Catenary differential equation (suspension bridge)

So I am getting stuck trying to solve this. pgA and Tx are constants

d^2h/dx^2 = (pgA/Tx)*sqrt(1+(dh/dx)^2)

I substitute dh/dx = sinh(u), d^2h/dx^2 = coshu(du/dx)

then you get (pgA/Tx)*cosh(u) = cosh(u)(du/dx)

... and I'm unsure where to go after this. I tried a couple more things but I'm not sure if it's the right track:

(pgA/Tx) * cosh(u) = cosh(u)(du/dx) ... integrate and solve for u = (pgAx/Tx)+C

and then substitute back in for u??? Sorry this isn't in Latex but I couldn't figure it out.
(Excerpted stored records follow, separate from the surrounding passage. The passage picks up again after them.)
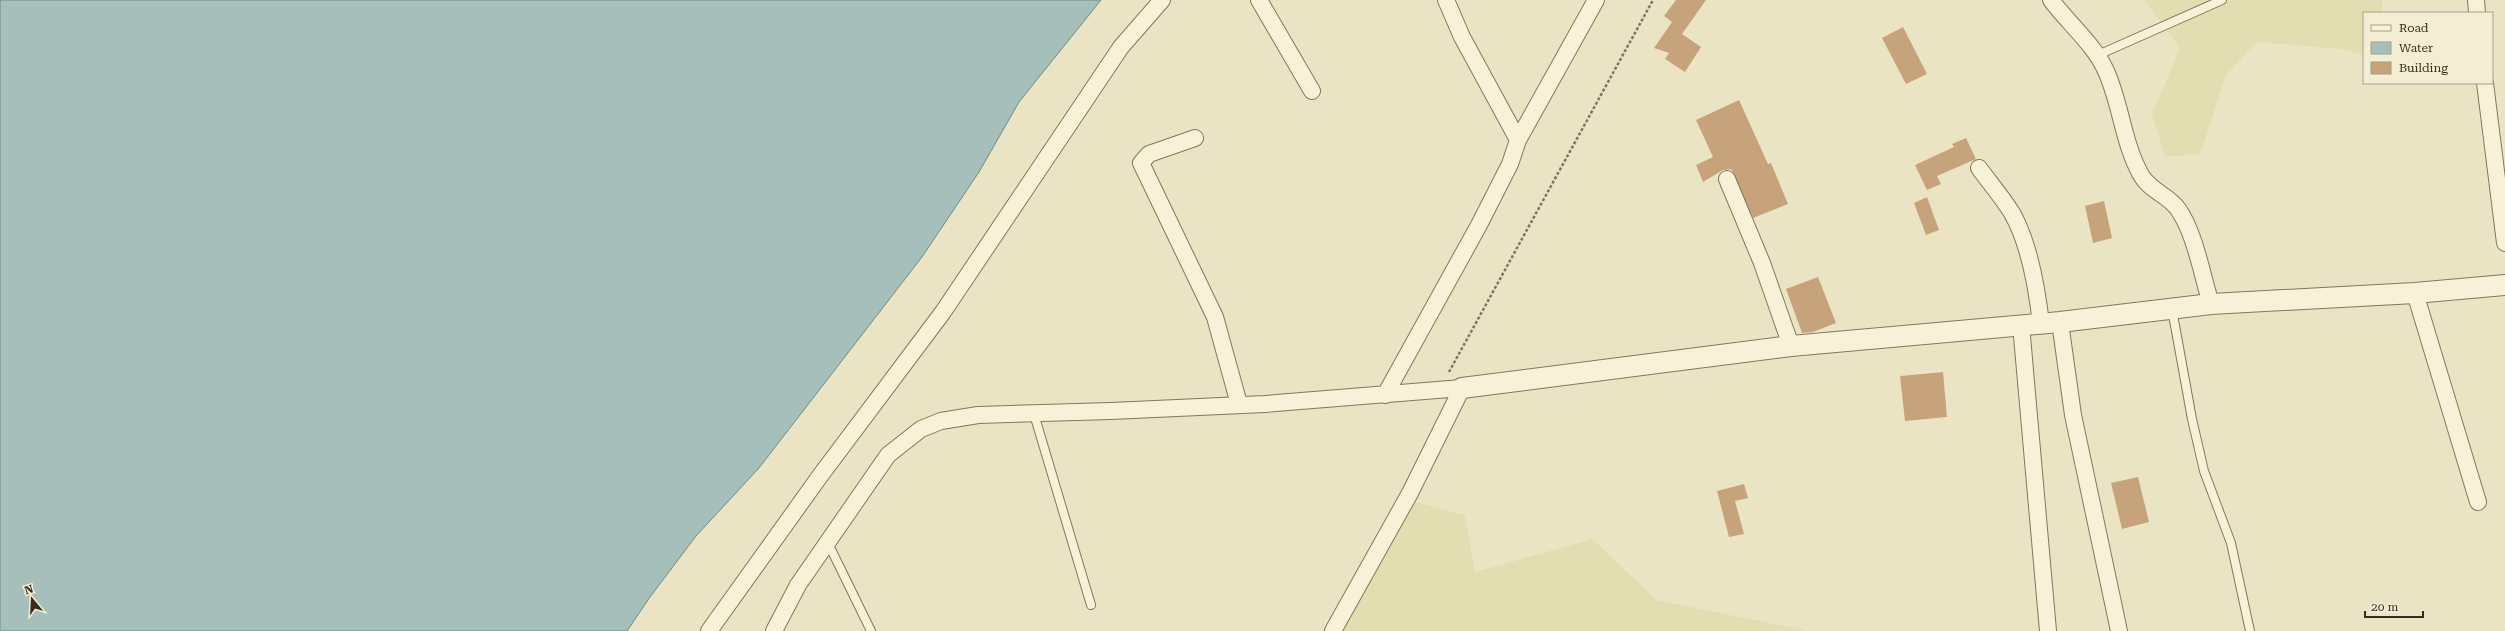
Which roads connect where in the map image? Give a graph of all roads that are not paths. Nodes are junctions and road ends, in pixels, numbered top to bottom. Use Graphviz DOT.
graph roads {
  1 [pos="1162,0"];
  2 [pos="1259,0"];
  3 [pos="1446,0"];
  4 [pos="1596,0"];
  5 [pos="2051,0"];
  6 [pos="2222,0"];
  7 [pos="2476,0"];
  8 [pos="2477,12"];
  9 [pos="2098,55"];
  10 [pos="2485,84"];
  11 [pos="1312,91"];
  12 [pos="1195,138"];
  13 [pos="1518,140"];
  14 [pos="1979,168"];
  15 [pos="1727,179"];
  16 [pos="2505,244"];
  17 [pos="2505,285"];
  18 [pos="2415,293"];
  19 [pos="2211,304"];
  20 [pos="2172,309"];
  21 [pos="2051,323"];
  22 [pos="2021,325"];
  23 [pos="1791,346"];
  24 [pos="1462,388"];
  25 [pos="1385,394"];
  26 [pos="1239,404"];
  27 [pos="1034,414"];
  28 [pos="2478,502"];
  29 [pos="828,543"];
  30 [pos="1091,605"];
  31 [pos="709,631"];
  32 [pos="774,631"];
  33 [pos="871,631"];
  34 [pos="1333,631"];
  35 [pos="2048,631"];
  36 [pos="2119,631"];
  37 [pos="2250,631"];
  1 -- 31 [label="street"];
  2 -- 11 [label="street"];
  3 -- 13 [label="street"];
  4 -- 13 [label="street"];
  5 -- 9 [label="street"];
  6 -- 9 [label="lane"];
  7 -- 8 [label="street"];
  9 -- 19 [label="street"];
  10 -- 16 [label="street"];
  12 -- 26 [label="street"];
  13 -- 25 [label="street"];
  14 -- 21 [label="street"];
  15 -- 23 [label="street"];
  17 -- 18 [label="street"];
  18 -- 19 [label="street"];
  18 -- 28 [label="street"];
  19 -- 20 [label="street"];
  20 -- 21 [label="street"];
  20 -- 37 [label="lane"];
  21 -- 22 [label="street"];
  21 -- 36 [label="street"];
  22 -- 23 [label="street"];
  22 -- 35 [label="street"];
  23 -- 24 [label="street"];
  24 -- 25 [label="street"];
  24 -- 34 [label="street"];
  25 -- 26 [label="street"];
  26 -- 27 [label="street"];
  27 -- 29 [label="street"];
  27 -- 30 [label="lane"];
  29 -- 32 [label="street"];
  29 -- 33 [label="lane"];
}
Re: Catenary differential equation (suspension bridge)

Quote:

Originally Posted by

**cbjohn1** So I am getting stuck trying to solve this. pgA and Tx are constants

d^2h/dx^2 = (pgA/Tx)*sqrt(1+(dh/dx)^2)

I substitute dh/dx = sinh(u), d^2h/dx^2 = coshu(du/dx)

then you get (pgA/Tx)*cosh(u) = cosh(u)(du/dx)

... and I'm unsure where to go after this. I tried a couple more things but I'm not sure if it's the right track:

(pgA/Tx) * cosh(u) = cosh(u)(du/dx) ... integrate and solve for u = (pgAx/Tx)+C

and then substitute back in for u??? Sorry this isn't in Latex but I couldn't figure it out.

1. Lump the constants, so then you have:

$\displaystyle \frac{d^2h}{dx^2}=K\left(1+\left(\frac{dh}{dx} \right) ^2\right)^{1/2}$

where $\displaystyle K=pgA/Tx$.

Now consider reducing the order by putting $\displaystyle u=dh/dx$

CB